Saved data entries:

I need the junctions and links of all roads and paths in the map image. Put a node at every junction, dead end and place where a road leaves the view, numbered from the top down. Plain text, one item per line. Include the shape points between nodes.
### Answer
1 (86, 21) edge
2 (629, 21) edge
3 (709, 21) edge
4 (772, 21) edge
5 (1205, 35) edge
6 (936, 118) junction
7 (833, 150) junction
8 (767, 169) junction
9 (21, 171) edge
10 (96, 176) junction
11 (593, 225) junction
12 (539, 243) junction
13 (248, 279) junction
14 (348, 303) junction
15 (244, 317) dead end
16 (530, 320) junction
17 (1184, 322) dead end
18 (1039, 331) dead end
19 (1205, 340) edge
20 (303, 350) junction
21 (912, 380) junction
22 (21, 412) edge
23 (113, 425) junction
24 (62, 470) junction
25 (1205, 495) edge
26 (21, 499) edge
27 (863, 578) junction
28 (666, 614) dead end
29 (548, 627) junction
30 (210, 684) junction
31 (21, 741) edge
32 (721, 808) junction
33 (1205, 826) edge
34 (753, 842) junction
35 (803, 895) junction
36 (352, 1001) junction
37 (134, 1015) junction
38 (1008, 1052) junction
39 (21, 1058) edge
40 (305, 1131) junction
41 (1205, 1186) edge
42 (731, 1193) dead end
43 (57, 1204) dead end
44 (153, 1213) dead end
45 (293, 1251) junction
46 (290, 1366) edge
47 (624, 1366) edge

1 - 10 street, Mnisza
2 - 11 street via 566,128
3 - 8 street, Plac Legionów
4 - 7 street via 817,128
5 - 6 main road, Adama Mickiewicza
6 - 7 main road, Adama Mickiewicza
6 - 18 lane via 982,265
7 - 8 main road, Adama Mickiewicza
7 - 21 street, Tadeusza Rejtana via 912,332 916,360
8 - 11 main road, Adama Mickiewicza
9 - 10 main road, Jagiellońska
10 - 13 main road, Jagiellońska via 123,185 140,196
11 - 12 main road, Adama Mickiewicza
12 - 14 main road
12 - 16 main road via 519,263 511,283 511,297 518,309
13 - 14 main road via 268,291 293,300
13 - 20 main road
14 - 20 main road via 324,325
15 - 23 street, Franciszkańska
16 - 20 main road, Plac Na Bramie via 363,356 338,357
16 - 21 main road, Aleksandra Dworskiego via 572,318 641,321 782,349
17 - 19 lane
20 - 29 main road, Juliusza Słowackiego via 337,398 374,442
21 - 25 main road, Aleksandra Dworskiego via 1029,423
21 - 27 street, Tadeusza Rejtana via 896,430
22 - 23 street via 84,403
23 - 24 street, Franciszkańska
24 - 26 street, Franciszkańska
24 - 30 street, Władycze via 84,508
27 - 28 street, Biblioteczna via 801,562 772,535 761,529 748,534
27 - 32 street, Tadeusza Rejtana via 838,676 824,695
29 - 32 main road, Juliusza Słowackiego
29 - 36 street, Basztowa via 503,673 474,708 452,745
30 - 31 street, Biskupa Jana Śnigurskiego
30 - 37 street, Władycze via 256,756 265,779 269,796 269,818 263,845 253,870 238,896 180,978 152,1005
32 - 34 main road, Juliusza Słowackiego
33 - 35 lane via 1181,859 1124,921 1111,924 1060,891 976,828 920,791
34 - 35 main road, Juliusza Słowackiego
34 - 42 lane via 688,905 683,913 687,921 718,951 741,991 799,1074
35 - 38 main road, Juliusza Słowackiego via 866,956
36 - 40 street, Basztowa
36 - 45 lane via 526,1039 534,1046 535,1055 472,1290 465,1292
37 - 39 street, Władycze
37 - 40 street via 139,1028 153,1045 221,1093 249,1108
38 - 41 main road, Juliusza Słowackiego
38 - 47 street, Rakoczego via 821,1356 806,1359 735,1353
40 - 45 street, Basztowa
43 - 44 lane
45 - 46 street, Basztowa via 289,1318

* What you have to do: Set down every entry exactly as given.

* Exercise answer:
I need the junctions and links of all roads and paths in the map image. Put a node at every junction, dead end and place where a road leaves the view, numbered from the top down. Plain text, one item per line. Include the shape points between nodes.
### Answer
1 (86, 21) edge
2 (629, 21) edge
3 (709, 21) edge
4 (772, 21) edge
5 (1205, 35) edge
6 (936, 118) junction
7 (833, 150) junction
8 (767, 169) junction
9 (21, 171) edge
10 (96, 176) junction
11 (593, 225) junction
12 (539, 243) junction
13 (248, 279) junction
14 (348, 303) junction
15 (244, 317) dead end
16 (530, 320) junction
17 (1184, 322) dead end
18 (1039, 331) dead end
19 (1205, 340) edge
20 (303, 350) junction
21 (912, 380) junction
22 (21, 412) edge
23 (113, 425) junction
24 (62, 470) junction
25 (1205, 495) edge
26 (21, 499) edge
27 (863, 578) junction
28 (666, 614) dead end
29 (548, 627) junction
30 (210, 684) junction
31 (21, 741) edge
32 (721, 808) junction
33 (1205, 826) edge
34 (753, 842) junction
35 (803, 895) junction
36 (352, 1001) junction
37 (134, 1015) junction
38 (1008, 1052) junction
39 (21, 1058) edge
40 (305, 1131) junction
41 (1205, 1186) edge
42 (731, 1193) dead end
43 (57, 1204) dead end
44 (153, 1213) dead end
45 (293, 1251) junction
46 (290, 1366) edge
47 (624, 1366) edge

1 - 10 street, Mnisza
2 - 11 street via 566,128
3 - 8 street, Plac Legionów
4 - 7 street via 817,128
5 - 6 main road, Adama Mickiewicza
6 - 7 main road, Adama Mickiewicza
6 - 18 lane via 982,265
7 - 8 main road, Adama Mickiewicza
7 - 21 street, Tadeusza Rejtana via 912,332 916,360
8 - 11 main road, Adama Mickiewicza
9 - 10 main road, Jagiellońska
10 - 13 main road, Jagiellońska via 123,185 140,196
11 - 12 main road, Adama Mickiewicza
12 - 14 main road
12 - 16 main road via 519,263 511,283 511,297 518,309
13 - 14 main road via 268,291 293,300
13 - 20 main road
14 - 20 main road via 324,325
15 - 23 street, Franciszkańska
16 - 20 main road, Plac Na Bramie via 363,356 338,357
16 - 21 main road, Aleksandra Dworskiego via 572,318 641,321 782,349
17 - 19 lane
20 - 29 main road, Juliusza Słowackiego via 337,398 374,442
21 - 25 main road, Aleksandra Dworskiego via 1029,423
21 - 27 street, Tadeusza Rejtana via 896,430
22 - 23 street via 84,403
23 - 24 street, Franciszkańska
24 - 26 street, Franciszkańska
24 - 30 street, Władycze via 84,508
27 - 28 street, Biblioteczna via 801,562 772,535 761,529 748,534
27 - 32 street, Tadeusza Rejtana via 838,676 824,695
29 - 32 main road, Juliusza Słowackiego
29 - 36 street, Basztowa via 503,673 474,708 452,745
30 - 31 street, Biskupa Jana Śnigurskiego
30 - 37 street, Władycze via 256,756 265,779 269,796 269,818 263,845 253,870 238,896 180,978 152,1005
32 - 34 main road, Juliusza Słowackiego
33 - 35 lane via 1181,859 1124,921 1111,924 1060,891 976,828 920,791
34 - 35 main road, Juliusza Słowackiego
34 - 42 lane via 688,905 683,913 687,921 718,951 741,991 799,1074
35 - 38 main road, Juliusza Słowackiego via 866,956
36 - 40 street, Basztowa
36 - 45 lane via 526,1039 534,1046 535,1055 472,1290 465,1292
37 - 39 street, Władycze
37 - 40 street via 139,1028 153,1045 221,1093 249,1108
38 - 41 main road, Juliusza Słowackiego
38 - 47 street, Rakoczego via 821,1356 806,1359 735,1353
40 - 45 street, Basztowa
43 - 44 lane
45 - 46 street, Basztowa via 289,1318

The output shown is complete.